Restrições impostas à compra de dólares pelo governo na semana passada tentam evitar a evasão de divisas, mas também prejudicam o ingresso de dólares. Junto com a queda das exportações e dos investimentos, as medidas complicam a retoma econômica.

“Faremos essa prova-piloto com Buenos Aires. A ideia é ir ampliando os destinos de acordo com o tempo”. Ele insiste que, embora a curva de contágios esteja alta no país, na capital ela vem em descenso, e que a ocupação de leitos de UTI está em torno de 60%.

“A capital possui os melhores hospitais do país.
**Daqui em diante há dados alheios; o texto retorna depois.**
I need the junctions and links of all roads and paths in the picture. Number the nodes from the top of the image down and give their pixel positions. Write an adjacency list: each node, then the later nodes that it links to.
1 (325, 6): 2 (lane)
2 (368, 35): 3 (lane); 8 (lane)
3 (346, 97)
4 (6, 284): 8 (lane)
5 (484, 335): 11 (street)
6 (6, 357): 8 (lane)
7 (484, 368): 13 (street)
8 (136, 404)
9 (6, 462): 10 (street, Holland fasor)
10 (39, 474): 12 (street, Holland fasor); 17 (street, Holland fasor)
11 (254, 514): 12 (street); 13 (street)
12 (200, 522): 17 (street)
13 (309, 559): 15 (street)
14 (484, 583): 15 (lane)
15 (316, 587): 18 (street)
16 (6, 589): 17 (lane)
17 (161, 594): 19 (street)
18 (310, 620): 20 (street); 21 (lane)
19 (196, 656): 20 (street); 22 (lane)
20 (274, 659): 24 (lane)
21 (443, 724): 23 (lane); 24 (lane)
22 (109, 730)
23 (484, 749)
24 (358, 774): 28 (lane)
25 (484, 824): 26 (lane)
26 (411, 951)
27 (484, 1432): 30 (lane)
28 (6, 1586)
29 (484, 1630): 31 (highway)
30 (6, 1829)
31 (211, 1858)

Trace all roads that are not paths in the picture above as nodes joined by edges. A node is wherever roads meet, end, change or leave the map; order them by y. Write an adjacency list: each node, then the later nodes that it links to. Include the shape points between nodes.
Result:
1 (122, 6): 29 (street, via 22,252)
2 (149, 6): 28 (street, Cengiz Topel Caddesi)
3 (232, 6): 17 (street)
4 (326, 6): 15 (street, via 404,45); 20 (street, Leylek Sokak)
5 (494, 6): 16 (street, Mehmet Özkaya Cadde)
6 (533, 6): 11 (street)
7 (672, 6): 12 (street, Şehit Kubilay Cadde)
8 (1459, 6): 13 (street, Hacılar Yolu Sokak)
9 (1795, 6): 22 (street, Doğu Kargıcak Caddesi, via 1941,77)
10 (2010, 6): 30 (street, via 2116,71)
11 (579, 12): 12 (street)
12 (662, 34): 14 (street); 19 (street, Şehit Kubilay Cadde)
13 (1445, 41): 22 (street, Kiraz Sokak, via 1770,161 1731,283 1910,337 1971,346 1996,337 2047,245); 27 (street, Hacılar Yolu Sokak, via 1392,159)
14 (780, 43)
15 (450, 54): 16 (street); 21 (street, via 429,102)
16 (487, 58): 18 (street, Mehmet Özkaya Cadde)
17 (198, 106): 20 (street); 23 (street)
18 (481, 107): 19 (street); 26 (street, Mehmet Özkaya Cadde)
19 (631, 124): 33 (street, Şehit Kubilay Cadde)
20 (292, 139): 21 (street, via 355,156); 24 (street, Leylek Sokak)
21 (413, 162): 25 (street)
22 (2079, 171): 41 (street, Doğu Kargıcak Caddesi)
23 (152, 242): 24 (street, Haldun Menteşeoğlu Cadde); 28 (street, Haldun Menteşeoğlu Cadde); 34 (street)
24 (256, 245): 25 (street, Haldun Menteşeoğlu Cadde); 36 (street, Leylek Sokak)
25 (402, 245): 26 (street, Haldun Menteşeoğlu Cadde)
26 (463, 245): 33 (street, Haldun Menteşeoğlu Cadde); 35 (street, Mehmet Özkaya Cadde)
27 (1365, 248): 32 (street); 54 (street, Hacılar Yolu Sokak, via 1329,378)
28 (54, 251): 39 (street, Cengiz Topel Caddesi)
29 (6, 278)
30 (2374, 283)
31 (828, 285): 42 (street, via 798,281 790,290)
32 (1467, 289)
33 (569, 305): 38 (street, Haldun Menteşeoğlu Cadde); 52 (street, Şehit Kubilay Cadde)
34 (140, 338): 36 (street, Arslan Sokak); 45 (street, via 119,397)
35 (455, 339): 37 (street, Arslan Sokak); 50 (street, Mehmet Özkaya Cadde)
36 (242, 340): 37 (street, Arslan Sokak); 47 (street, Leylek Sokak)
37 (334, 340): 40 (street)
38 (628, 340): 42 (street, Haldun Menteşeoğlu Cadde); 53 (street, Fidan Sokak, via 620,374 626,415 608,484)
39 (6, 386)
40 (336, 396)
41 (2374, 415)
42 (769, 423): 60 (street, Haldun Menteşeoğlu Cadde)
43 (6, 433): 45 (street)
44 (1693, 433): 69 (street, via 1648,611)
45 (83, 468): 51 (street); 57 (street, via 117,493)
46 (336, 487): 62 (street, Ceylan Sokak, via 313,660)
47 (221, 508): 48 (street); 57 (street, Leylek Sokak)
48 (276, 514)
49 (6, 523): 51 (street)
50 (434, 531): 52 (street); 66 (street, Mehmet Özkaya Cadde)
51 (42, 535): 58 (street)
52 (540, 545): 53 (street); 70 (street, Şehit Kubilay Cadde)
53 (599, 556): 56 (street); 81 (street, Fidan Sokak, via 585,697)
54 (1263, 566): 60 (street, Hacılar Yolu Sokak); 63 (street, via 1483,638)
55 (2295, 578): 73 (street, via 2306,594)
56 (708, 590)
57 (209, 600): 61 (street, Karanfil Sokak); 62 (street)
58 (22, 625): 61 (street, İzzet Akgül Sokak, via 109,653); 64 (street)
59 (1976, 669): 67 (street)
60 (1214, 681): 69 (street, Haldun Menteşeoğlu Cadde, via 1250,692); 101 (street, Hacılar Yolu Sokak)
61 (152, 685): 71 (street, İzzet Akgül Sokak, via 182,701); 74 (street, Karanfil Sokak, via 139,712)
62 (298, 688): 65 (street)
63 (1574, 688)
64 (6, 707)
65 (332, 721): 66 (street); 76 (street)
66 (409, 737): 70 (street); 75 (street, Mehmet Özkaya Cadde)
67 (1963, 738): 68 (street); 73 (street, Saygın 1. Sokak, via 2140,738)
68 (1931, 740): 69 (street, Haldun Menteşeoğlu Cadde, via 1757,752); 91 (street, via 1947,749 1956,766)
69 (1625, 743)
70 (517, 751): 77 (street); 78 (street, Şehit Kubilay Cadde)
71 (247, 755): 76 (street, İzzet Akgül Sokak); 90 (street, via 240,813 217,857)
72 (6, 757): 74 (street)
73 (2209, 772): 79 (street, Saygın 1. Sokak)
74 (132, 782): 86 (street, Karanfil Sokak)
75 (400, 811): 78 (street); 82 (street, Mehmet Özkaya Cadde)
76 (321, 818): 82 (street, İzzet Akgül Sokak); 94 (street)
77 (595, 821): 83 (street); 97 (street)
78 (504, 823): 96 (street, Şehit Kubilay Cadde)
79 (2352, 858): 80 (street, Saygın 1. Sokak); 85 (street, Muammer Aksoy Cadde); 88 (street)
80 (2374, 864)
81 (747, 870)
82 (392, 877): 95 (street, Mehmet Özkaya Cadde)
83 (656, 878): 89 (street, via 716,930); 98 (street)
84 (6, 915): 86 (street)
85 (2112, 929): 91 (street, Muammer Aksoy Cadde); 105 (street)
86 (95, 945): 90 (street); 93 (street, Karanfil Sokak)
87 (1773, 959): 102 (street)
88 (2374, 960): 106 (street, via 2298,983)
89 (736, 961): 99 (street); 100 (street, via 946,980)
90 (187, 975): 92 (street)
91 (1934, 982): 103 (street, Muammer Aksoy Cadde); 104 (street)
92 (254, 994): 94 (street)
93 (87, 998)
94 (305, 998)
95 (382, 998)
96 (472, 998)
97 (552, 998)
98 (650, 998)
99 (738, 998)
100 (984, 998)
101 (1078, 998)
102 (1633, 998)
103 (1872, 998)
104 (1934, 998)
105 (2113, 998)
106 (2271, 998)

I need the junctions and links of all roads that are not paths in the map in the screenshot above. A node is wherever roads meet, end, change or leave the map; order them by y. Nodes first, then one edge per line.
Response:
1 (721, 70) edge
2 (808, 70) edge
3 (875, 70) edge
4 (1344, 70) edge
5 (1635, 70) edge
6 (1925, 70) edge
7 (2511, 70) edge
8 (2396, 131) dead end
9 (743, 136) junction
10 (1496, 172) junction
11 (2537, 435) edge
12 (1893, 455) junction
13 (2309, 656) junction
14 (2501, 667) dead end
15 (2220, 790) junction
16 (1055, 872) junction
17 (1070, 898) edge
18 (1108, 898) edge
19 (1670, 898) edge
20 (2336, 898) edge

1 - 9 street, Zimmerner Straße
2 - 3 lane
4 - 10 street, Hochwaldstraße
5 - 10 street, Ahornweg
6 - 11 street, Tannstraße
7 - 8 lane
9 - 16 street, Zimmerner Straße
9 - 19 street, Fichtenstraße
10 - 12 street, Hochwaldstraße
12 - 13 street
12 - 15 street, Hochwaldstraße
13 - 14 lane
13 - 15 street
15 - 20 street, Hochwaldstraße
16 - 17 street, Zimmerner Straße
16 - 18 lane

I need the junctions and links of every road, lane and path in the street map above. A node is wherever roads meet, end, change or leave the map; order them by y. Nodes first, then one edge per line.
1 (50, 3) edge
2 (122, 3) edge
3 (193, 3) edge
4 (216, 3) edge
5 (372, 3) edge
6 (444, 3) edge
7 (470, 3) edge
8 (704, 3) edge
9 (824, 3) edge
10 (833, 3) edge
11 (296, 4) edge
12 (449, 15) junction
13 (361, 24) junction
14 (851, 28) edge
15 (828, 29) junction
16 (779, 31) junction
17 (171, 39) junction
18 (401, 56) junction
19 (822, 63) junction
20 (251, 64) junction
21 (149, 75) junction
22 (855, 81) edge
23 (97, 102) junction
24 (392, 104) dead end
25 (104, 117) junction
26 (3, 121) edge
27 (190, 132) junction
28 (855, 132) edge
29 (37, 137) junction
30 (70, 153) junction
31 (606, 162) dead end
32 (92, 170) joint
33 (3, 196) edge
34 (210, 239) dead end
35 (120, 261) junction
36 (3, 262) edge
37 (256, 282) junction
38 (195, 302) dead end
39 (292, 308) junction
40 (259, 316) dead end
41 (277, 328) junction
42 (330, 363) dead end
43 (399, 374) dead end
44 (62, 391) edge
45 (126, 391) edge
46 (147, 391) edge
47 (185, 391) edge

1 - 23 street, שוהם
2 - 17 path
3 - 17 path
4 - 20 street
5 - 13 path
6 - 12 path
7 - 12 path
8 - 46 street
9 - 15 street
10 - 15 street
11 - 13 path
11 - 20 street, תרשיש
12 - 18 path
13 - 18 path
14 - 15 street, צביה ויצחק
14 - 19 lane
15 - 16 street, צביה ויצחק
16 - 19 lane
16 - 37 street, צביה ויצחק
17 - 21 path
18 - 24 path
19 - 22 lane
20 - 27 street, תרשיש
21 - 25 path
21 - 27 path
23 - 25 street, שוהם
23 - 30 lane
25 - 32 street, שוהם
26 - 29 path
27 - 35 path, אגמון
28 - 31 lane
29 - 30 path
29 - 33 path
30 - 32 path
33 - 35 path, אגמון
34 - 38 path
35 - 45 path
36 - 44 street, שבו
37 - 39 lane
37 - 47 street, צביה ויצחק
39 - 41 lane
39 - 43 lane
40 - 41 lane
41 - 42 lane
Se um turista precisar, terá acesso, com o seguro médico, à melhor atenção. Se o for detectado um caso leve, o protocolo será isolamento no hotel do turista por sete dias”, diz.

Um dos atrativos para os turistas é o câmbio favorável. O dólar oficial está em 83,50 pesos e o paralelo, chamado de “blue”, em 175 pesos.

“Sabemos que Buenos Aires é um destino interessante para compras e para o turismo gastronômico. Neste momento, a situação cambiária está favorável para quem vem com moeda estrangeira”, diz Lammens.

As expectativas do setor, segundo Elías, é que essa “prova-piloto seja um sucesso, pois se a situação sanitária piorar, vamos ter problemas. Se a prova-piloto vai bem, podemos pensar na reativação da indústria turística a nível nacional”.

O governo uruguaio decidiu que não haverá turistas estrangeiros em seu território neste verão, e desaconselhou que os uruguaios visitem a Argentina por questões sanitárias.

Além disso, os uruguaios que viajarem para a Argentina deverão fazer quarentena de 14 dias na volta, e apresentar um teste de coronavírus sete dias depois de seu retorno ao país.

“Cada país tem a liberdade, obviamente, de orientar seus cidadãos do modo como achar melhor. Mas sabemos que há muitos uruguaios que querem vir para fazer compras em Buenos Aires, e gostaríamos que isso ocorresse”, afirma Lammens.